**REQUIREMENT**
Find every line in the entries that holds the string "dead" and report it.

** Opening DATA IN THIS EXERCISE block **

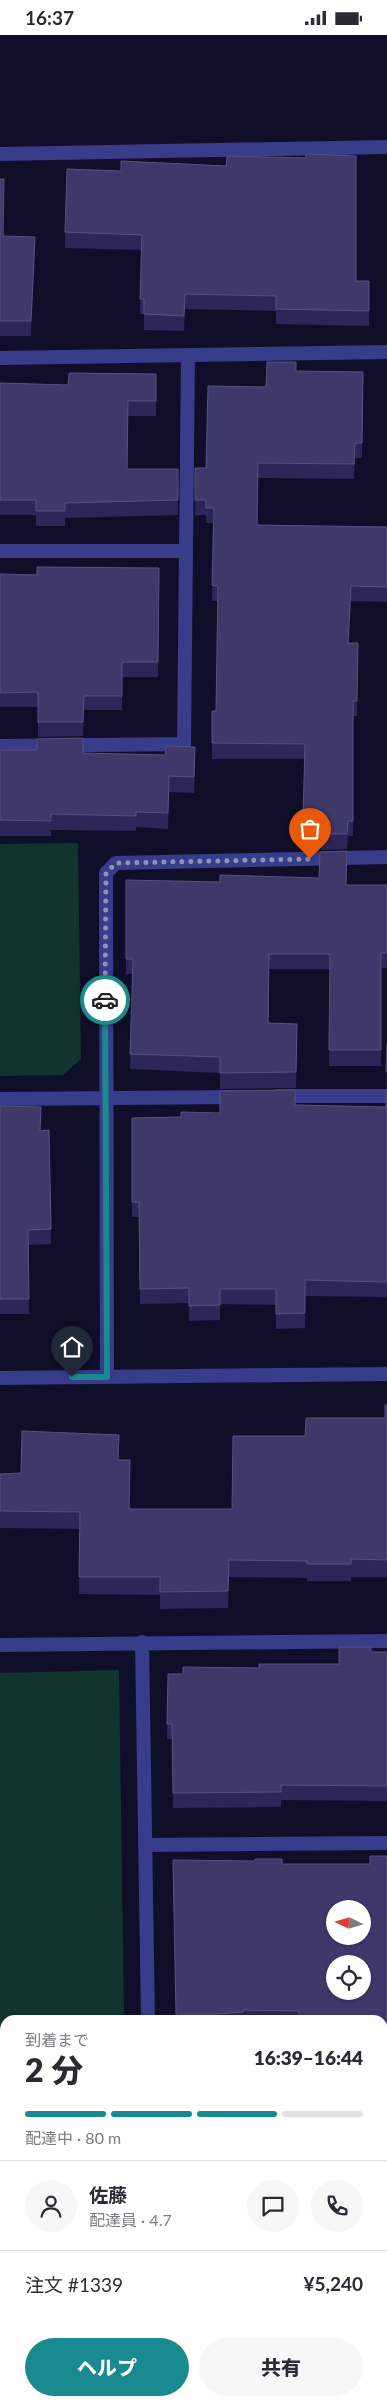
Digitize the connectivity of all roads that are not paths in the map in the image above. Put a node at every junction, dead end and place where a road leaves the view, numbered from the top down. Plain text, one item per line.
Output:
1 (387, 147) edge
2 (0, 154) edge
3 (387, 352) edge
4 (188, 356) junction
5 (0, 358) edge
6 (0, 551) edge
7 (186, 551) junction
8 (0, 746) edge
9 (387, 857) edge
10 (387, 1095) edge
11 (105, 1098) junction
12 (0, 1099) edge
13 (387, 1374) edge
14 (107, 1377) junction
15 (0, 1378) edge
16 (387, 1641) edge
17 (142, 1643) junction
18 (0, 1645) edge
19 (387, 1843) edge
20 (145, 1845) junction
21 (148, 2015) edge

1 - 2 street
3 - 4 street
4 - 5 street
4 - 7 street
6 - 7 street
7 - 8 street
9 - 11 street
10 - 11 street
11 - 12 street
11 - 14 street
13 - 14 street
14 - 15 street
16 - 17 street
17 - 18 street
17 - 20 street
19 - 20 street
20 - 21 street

** Closing DATA IN THIS EXERCISE block **
** Opening DATA IN THIS EXERCISE block **

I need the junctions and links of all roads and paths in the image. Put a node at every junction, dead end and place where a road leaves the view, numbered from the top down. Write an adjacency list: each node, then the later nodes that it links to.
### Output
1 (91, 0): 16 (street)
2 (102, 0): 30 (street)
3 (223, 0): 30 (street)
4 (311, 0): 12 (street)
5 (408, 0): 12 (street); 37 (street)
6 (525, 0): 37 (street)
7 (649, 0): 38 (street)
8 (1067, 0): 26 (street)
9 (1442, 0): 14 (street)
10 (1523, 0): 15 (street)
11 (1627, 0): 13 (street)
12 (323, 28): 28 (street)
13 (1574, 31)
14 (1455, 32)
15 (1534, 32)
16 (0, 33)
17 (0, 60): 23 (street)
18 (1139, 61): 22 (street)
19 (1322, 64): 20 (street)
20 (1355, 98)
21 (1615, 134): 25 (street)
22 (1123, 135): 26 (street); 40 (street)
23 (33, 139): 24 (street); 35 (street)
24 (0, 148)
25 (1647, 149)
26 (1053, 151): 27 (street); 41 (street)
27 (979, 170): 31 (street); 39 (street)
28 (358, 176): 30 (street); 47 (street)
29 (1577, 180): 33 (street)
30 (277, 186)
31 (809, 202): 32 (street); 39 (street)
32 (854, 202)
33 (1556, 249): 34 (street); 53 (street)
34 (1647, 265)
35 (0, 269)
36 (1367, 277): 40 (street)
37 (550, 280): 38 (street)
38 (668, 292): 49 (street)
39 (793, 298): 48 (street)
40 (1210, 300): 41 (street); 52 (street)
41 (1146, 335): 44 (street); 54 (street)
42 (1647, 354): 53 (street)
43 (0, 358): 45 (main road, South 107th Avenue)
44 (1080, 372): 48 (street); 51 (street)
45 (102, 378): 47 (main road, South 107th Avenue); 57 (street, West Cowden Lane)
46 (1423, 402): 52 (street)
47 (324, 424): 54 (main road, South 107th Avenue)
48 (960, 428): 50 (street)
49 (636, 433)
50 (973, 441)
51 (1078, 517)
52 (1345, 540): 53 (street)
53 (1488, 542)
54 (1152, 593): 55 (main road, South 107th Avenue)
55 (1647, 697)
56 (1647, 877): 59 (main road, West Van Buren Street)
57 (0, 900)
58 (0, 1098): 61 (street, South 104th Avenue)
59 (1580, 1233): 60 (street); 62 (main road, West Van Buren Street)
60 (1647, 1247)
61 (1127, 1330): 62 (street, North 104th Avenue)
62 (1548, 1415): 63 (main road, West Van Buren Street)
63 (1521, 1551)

** Closing DATA IN THIS EXERCISE block **
** Opening DATA IN THIS EXERCISE block **

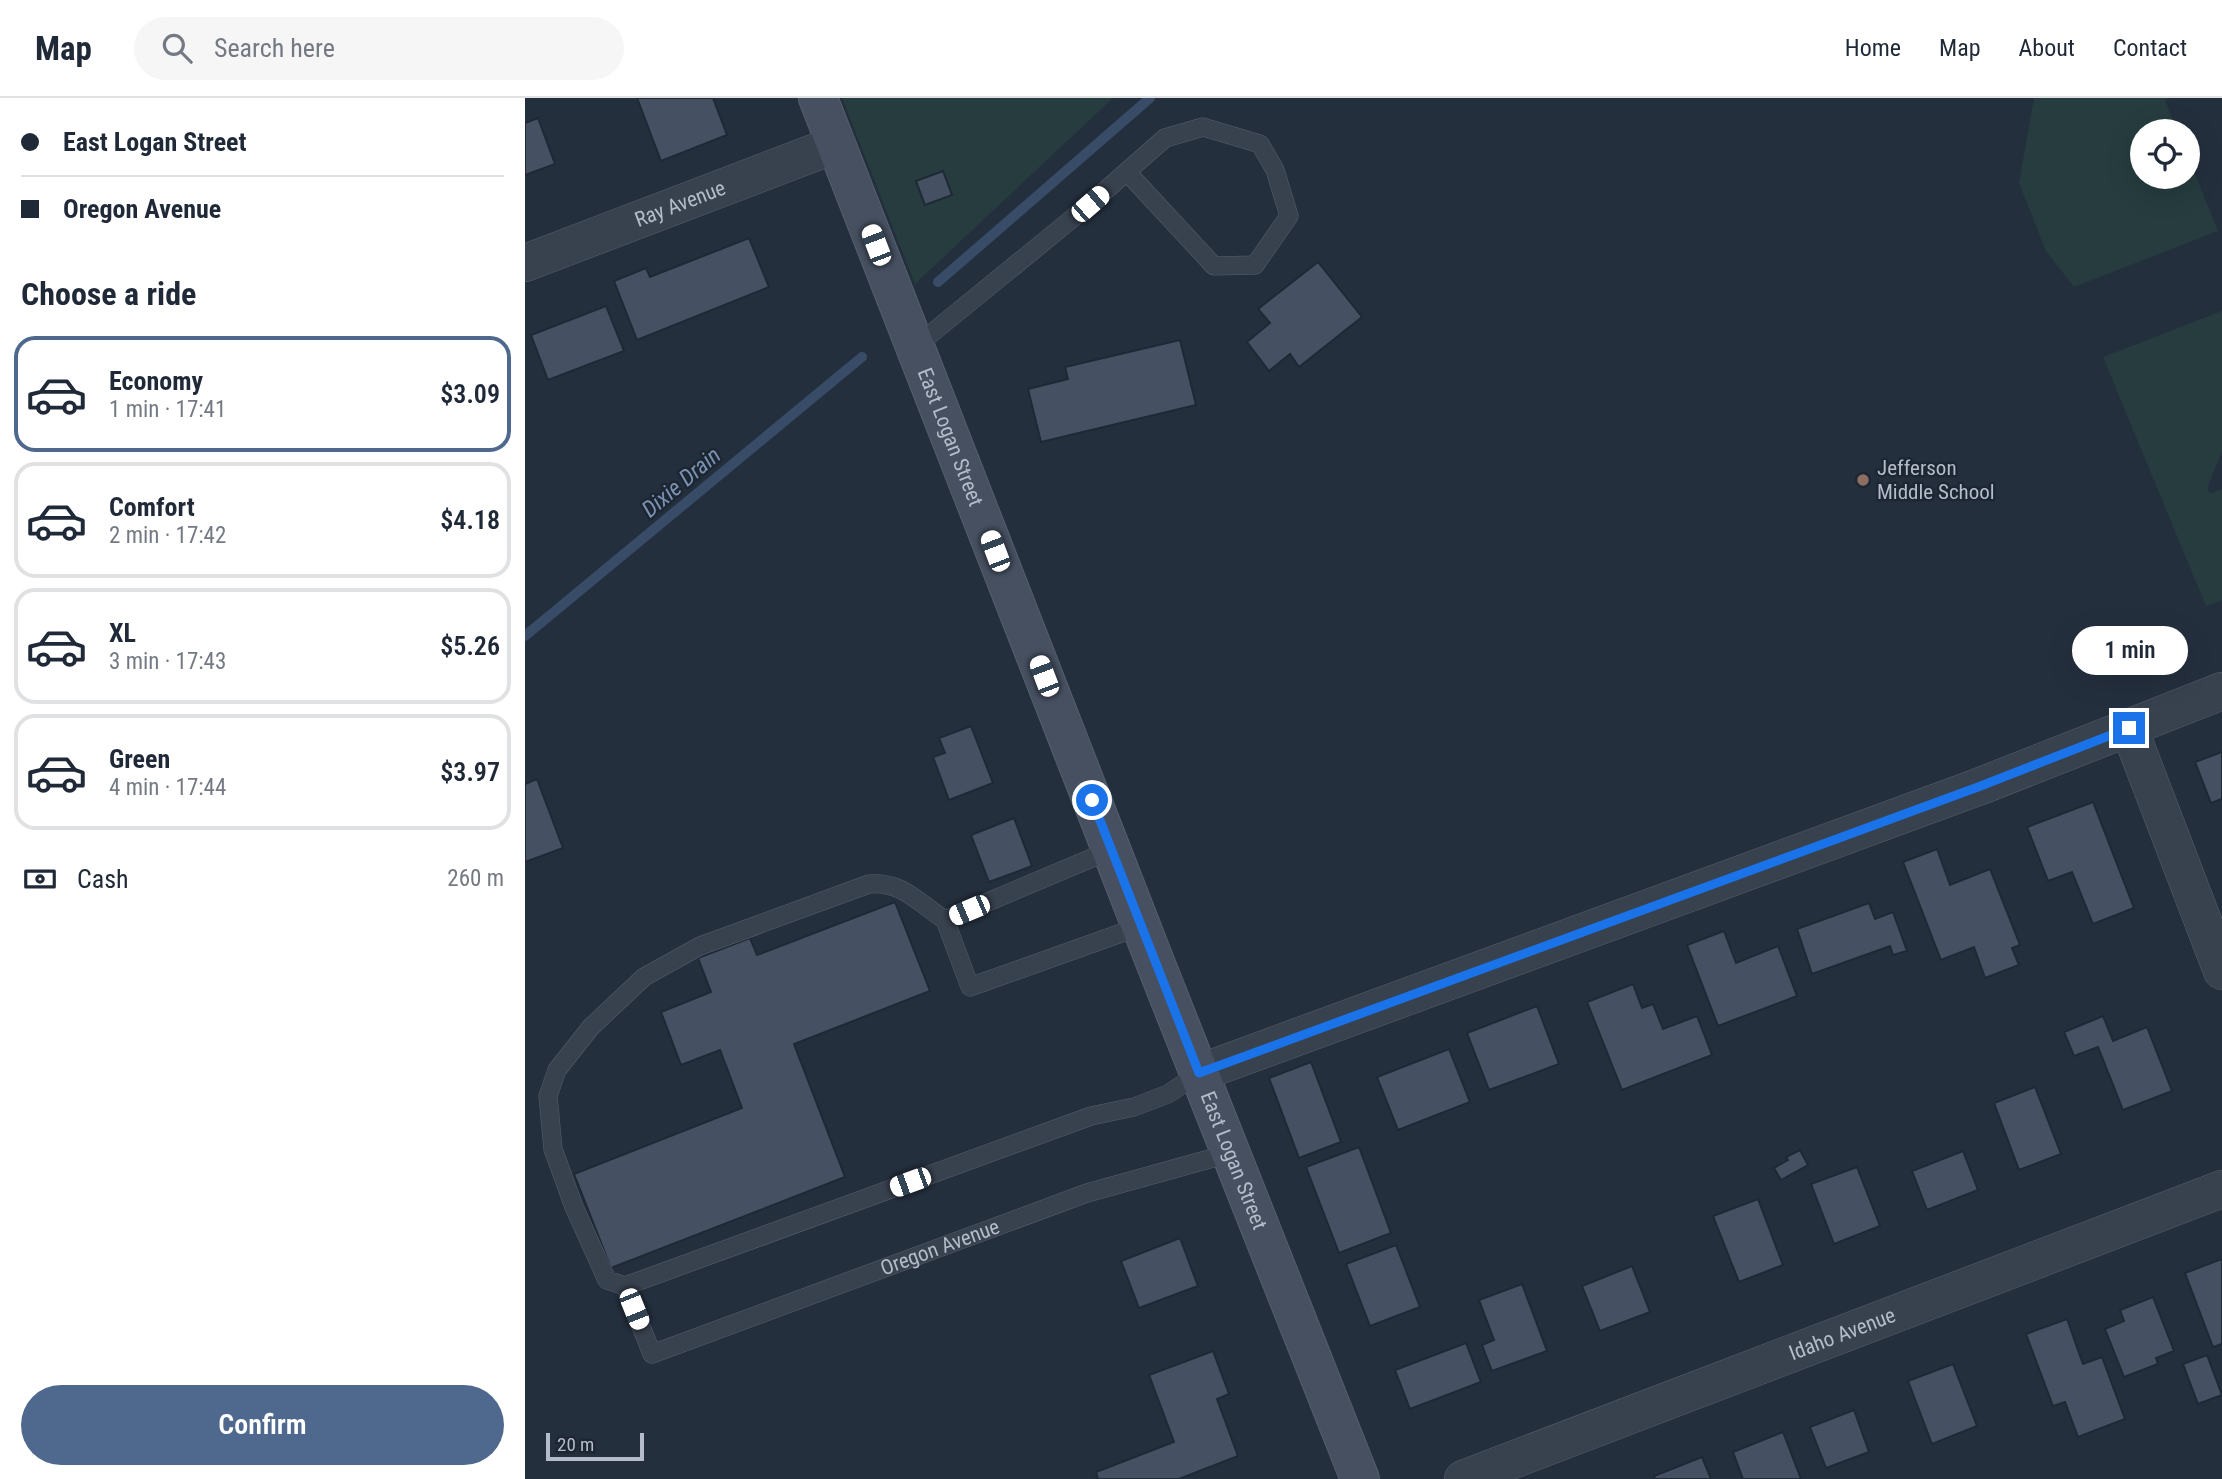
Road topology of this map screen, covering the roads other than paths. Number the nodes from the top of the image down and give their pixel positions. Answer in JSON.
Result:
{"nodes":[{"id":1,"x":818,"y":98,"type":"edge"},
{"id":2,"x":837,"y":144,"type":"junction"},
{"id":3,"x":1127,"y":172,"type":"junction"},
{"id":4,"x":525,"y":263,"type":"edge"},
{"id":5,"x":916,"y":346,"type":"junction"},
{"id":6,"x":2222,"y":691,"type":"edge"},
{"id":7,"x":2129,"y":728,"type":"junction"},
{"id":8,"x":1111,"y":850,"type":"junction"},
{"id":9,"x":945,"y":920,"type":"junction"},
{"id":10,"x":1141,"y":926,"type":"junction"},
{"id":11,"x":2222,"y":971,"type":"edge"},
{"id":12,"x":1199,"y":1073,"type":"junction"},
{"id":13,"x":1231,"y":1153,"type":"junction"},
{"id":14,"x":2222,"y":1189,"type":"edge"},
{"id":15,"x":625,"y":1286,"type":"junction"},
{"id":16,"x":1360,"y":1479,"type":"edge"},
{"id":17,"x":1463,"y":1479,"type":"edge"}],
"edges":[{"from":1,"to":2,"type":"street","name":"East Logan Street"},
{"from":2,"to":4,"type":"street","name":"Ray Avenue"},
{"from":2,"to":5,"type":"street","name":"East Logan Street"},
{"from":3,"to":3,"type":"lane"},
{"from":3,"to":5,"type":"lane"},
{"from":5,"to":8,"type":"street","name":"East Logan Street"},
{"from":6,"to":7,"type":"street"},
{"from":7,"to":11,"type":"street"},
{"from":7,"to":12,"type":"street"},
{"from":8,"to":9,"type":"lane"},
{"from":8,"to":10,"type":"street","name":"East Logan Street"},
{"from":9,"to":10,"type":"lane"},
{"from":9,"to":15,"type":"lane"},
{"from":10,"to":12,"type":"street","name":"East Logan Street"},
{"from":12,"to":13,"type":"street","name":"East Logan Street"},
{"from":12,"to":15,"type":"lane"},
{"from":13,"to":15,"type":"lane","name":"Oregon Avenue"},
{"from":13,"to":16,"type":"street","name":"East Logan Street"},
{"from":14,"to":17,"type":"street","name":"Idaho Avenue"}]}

** Closing DATA IN THIS EXERCISE block **

**SOLUTION FOR THIS EXERCISE**
Digitize the connectivity of all roads that are not paths in the map in the image above. Put a node at every junction, dead end and place where a road leaves the view, numbered from the top down. Plain text, one item per line.
I need the junctions and links of all roads and paths in the image. Put a node at every junction, dead end and place where a road leaves the view, numbered from the top down. Write an adjacency list: each node, then the later nodes that it links to.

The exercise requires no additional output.